Le député-maire de Nice Christian Estrosi a déposé il y a une dizaine de jours une proposition de loi visant à muscler une nouvelle fois l’arsenal législatif anti-terroriste. Ce texte, co-signé par une quarantaine de parlementaires de l’opposition, remet sur la table le délit de consultation habituelle de sites terroristes porté – jusqu’ici en vain – par Nicolas Sarkozy et plusieurs de ses fervents supporters.

Un véritable serpent de mer

L’UMP ne lâche pas le morceau. Alors que la dernière loi anti-terroriste date de novembre 2014, voilà qu’une poignée d’élus du parti de Nicolas Sarkozy souhaite que le législateur donne au pays « les moyens de gagner la guerre qui nous est déclarée aujourd’hui », notamment suite aux attentats de Charlie Hebdo. Au programme : la création d’un vaste fichier censé « recenser les personnes identifiées comme étant suspectées d’appartenir à une entreprise terroriste », possibilité pour les forces de l’ordre de poser des balises sans obtenir l’aval d’un magistrat, etc.

Mais on retrouve surtout un vieux serpent de mer : l’introduction au sein du Code pénal d’un nouveau délit de « consultation régulière de sites terroristes ». Plus précisément, le fait de « consulter de façon habituelle » des sites ou réseaux sociaux (Facebook, Twitter...) pourrait être selon ce texte puni d’une peine maximale de 5 ans de prison et de 75 000 euros d’amende, dès lors qu’il y aurait soit :

  • Mise à disposition de messages « incitant directement à des actes de terrorisme »,
  • Mise à disposition de messages « faisant l’apologie de ces actes lorsque, à cette fin, ces messages comportent des images montrant la commission d’actes de terrorisme consistant en des atteintes volontaires à la vie »,
  • Échange de « messages électroniques publics ou privés » comportant des images relatives à la commission d’actes de terrorisme consistant en des atteintes volontaires à la vie (meutre, tortures...).

Par ailleurs, « le fait d’offrir, de rendre disponible ou de diffuser une telle image faisant l’apologie du terrorisme, par quelque moyen que ce soit, de l’importer ou de l’exporter, de la faire importer ou de la faire exporter » serait passible des mêmes peines.

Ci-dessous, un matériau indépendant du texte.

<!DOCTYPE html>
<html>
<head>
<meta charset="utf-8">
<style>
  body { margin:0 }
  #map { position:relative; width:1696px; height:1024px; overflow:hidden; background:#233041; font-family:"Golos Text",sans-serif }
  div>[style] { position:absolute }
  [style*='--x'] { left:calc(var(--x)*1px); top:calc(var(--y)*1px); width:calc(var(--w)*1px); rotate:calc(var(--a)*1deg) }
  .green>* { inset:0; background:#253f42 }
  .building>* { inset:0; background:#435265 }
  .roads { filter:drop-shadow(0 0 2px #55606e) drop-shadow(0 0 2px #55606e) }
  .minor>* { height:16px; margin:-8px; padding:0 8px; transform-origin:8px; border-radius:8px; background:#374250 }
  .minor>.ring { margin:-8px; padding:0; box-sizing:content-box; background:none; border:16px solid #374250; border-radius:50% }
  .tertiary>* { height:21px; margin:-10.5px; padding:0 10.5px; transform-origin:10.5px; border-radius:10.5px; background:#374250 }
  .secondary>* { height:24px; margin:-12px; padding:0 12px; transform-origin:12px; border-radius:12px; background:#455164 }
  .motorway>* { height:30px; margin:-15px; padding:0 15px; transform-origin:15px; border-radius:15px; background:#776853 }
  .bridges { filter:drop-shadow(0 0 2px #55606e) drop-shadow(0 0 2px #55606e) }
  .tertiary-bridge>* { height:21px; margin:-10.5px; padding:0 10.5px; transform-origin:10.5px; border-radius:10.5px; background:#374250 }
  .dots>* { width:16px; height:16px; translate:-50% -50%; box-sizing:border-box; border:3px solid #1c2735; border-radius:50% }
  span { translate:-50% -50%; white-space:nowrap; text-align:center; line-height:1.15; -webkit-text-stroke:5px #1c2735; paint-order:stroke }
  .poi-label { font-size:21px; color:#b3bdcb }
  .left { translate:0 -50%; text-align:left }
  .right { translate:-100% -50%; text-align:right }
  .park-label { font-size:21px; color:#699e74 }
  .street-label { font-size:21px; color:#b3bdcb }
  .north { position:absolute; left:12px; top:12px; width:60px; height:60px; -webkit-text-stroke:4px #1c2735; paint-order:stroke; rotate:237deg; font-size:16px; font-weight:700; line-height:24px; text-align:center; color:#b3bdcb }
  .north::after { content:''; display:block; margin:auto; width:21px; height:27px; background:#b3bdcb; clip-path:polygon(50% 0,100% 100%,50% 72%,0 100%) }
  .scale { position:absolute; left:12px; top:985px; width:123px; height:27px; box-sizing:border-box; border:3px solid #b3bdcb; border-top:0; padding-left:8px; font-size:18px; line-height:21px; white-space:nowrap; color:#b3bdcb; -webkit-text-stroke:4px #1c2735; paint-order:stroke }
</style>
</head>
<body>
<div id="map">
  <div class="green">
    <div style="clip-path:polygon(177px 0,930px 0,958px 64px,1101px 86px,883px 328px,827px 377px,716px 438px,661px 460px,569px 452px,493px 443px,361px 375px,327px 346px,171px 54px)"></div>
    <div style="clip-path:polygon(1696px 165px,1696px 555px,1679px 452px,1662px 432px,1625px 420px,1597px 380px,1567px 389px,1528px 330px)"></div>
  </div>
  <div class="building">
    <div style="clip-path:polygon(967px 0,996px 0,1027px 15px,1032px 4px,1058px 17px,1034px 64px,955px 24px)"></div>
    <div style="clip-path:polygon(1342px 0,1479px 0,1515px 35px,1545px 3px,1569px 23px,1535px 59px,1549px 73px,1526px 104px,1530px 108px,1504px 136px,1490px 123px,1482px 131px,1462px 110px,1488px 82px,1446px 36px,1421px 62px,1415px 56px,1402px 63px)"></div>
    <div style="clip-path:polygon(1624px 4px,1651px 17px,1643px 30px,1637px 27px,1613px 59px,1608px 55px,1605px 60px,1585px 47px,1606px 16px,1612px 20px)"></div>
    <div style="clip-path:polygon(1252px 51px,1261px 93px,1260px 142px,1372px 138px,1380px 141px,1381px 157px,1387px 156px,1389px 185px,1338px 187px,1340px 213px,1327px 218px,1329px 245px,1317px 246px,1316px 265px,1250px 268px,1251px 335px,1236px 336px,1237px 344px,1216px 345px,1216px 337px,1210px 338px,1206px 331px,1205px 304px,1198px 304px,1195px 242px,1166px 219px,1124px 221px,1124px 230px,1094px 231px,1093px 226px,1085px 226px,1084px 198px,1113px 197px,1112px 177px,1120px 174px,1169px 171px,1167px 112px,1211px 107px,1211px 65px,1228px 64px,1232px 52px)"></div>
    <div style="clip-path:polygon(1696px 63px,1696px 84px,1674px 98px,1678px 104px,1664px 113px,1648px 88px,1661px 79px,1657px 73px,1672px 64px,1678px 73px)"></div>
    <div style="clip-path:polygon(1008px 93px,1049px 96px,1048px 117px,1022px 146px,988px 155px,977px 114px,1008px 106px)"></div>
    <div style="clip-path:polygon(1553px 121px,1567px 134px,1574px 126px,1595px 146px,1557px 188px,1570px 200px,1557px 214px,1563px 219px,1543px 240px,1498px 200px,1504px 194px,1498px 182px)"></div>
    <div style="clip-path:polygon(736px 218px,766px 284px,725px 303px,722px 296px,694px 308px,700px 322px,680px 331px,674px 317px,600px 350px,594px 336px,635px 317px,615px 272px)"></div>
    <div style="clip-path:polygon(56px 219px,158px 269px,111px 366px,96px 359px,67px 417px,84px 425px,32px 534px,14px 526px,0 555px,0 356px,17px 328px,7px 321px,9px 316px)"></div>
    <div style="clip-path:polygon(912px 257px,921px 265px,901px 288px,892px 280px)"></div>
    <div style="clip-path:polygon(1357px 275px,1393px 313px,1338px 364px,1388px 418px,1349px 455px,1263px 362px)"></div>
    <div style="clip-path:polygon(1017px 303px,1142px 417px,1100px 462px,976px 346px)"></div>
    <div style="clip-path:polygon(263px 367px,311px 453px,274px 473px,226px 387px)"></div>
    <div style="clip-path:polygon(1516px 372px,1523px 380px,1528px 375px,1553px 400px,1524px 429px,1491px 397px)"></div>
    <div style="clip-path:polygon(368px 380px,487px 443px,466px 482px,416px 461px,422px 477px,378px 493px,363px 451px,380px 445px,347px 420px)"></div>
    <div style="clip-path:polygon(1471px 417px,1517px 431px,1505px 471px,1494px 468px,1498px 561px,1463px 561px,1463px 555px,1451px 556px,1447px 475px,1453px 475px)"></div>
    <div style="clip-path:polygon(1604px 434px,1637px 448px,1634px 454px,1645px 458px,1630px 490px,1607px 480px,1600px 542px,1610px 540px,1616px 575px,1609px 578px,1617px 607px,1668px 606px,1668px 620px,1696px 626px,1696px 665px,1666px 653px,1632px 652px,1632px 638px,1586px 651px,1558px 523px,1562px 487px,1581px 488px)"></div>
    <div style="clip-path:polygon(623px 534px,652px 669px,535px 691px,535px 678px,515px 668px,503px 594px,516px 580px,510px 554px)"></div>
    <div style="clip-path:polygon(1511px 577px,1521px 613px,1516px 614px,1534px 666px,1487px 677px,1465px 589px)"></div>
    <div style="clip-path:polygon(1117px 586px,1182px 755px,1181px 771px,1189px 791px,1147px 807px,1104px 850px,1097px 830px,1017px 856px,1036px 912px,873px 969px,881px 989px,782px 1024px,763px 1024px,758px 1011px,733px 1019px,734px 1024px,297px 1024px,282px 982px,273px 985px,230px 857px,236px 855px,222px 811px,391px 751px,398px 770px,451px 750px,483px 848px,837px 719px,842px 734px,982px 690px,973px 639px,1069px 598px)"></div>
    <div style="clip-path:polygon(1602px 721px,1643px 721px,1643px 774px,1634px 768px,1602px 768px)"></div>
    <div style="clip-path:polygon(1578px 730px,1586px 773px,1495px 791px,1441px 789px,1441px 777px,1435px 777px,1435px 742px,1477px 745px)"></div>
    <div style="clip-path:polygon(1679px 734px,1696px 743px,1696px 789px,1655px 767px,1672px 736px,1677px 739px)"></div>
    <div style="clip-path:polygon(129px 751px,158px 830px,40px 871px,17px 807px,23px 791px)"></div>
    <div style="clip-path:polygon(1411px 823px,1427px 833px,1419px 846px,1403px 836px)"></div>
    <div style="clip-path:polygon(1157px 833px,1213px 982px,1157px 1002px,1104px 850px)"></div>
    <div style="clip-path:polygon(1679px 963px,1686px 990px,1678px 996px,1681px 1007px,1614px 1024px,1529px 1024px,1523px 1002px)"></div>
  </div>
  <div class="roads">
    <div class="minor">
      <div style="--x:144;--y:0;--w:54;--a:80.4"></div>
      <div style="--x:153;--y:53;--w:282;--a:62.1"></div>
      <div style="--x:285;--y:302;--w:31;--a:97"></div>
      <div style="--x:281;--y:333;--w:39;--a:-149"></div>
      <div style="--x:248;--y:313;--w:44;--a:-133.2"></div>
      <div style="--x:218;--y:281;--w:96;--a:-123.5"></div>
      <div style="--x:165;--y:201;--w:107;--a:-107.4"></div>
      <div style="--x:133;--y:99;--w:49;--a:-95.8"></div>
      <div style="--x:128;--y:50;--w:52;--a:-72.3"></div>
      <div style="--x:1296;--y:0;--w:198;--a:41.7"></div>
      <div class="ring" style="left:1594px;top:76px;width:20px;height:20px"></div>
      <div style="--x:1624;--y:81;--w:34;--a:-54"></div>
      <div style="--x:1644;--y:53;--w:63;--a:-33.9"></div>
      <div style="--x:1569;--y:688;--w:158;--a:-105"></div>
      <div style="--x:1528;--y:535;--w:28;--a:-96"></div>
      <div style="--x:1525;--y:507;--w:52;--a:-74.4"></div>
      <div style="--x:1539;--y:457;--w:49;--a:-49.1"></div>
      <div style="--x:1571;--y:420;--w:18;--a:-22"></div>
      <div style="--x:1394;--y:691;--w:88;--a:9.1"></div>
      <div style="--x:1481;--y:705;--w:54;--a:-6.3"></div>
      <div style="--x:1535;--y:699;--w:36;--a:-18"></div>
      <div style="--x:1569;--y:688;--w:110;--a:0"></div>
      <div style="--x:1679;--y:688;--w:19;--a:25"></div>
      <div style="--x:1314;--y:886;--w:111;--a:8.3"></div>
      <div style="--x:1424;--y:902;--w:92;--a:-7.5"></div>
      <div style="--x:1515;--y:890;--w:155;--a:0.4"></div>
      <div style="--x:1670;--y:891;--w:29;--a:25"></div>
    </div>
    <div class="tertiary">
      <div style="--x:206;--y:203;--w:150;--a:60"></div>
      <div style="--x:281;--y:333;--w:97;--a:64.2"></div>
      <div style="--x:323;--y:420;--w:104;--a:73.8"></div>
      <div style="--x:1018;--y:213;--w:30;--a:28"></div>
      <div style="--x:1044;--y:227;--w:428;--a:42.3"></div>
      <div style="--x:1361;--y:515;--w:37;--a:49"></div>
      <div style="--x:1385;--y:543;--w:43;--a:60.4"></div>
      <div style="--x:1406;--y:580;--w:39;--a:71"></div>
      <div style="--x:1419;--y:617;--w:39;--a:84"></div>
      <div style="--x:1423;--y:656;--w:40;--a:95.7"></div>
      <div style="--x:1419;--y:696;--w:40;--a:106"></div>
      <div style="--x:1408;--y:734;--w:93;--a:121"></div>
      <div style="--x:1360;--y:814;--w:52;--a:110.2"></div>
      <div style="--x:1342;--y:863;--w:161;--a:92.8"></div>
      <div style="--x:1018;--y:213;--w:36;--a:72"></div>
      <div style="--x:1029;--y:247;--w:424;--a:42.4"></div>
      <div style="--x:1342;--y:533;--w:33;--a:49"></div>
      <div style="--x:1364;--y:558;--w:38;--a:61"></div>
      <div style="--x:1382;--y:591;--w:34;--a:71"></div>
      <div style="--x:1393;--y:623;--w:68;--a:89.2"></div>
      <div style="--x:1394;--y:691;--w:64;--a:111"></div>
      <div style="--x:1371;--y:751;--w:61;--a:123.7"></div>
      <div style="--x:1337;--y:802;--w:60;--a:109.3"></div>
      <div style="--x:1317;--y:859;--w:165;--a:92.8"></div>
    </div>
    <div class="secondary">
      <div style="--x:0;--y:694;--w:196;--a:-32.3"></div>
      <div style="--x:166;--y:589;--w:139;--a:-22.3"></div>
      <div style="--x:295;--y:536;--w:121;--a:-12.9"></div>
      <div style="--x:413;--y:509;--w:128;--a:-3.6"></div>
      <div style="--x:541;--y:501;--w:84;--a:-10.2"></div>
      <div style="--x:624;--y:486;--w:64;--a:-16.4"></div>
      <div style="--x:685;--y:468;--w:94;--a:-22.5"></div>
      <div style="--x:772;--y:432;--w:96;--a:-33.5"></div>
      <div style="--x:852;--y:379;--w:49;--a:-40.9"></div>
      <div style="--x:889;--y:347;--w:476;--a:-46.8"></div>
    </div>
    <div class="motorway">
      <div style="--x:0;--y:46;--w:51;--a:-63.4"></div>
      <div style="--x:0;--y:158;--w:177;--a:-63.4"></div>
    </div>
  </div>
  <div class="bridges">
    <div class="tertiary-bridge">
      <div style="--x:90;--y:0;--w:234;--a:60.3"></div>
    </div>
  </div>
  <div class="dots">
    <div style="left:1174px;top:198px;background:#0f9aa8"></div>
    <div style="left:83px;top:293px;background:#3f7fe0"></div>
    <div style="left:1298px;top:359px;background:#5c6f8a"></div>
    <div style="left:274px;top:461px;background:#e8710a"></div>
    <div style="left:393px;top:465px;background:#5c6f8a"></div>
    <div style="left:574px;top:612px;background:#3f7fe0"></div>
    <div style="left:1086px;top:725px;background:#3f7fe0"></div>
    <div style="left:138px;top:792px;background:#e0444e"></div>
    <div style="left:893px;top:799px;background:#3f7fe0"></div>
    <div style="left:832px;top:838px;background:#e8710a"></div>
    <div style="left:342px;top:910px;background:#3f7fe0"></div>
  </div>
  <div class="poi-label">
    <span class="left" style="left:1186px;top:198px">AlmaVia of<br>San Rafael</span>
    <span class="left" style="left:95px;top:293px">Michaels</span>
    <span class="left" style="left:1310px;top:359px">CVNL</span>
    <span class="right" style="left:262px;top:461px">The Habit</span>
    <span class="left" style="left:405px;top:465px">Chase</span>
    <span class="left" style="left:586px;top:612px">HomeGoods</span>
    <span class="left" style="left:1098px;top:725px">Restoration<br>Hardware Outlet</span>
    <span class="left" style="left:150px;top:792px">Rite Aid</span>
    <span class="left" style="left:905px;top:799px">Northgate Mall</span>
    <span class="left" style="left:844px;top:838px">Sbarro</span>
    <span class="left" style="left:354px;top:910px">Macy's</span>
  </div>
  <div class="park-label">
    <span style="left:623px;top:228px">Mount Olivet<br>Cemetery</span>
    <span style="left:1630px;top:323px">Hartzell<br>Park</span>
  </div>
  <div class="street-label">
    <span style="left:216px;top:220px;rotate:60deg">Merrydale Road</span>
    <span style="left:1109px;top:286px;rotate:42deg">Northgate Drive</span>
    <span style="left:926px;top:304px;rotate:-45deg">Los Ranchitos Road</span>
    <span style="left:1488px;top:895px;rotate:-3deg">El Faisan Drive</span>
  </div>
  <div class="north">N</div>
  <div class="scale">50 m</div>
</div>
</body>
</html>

Seule exception à ces dispositions : si ces consultations ou échanges résultent de « l’exercice normal d’une profession ayant pour objet d’informer le public », interviennent « dans le cadre de recherches scientifiques » ou sont réalisés « afin de servir de preuve en justice ». En clair, il s’agit de protéger les journalistes, historiens, huissiers de justice, etc. La proposition de loi ne précise cependant pas à partir de quel seuil une consultation de sites sera considérée comme « habituelle ».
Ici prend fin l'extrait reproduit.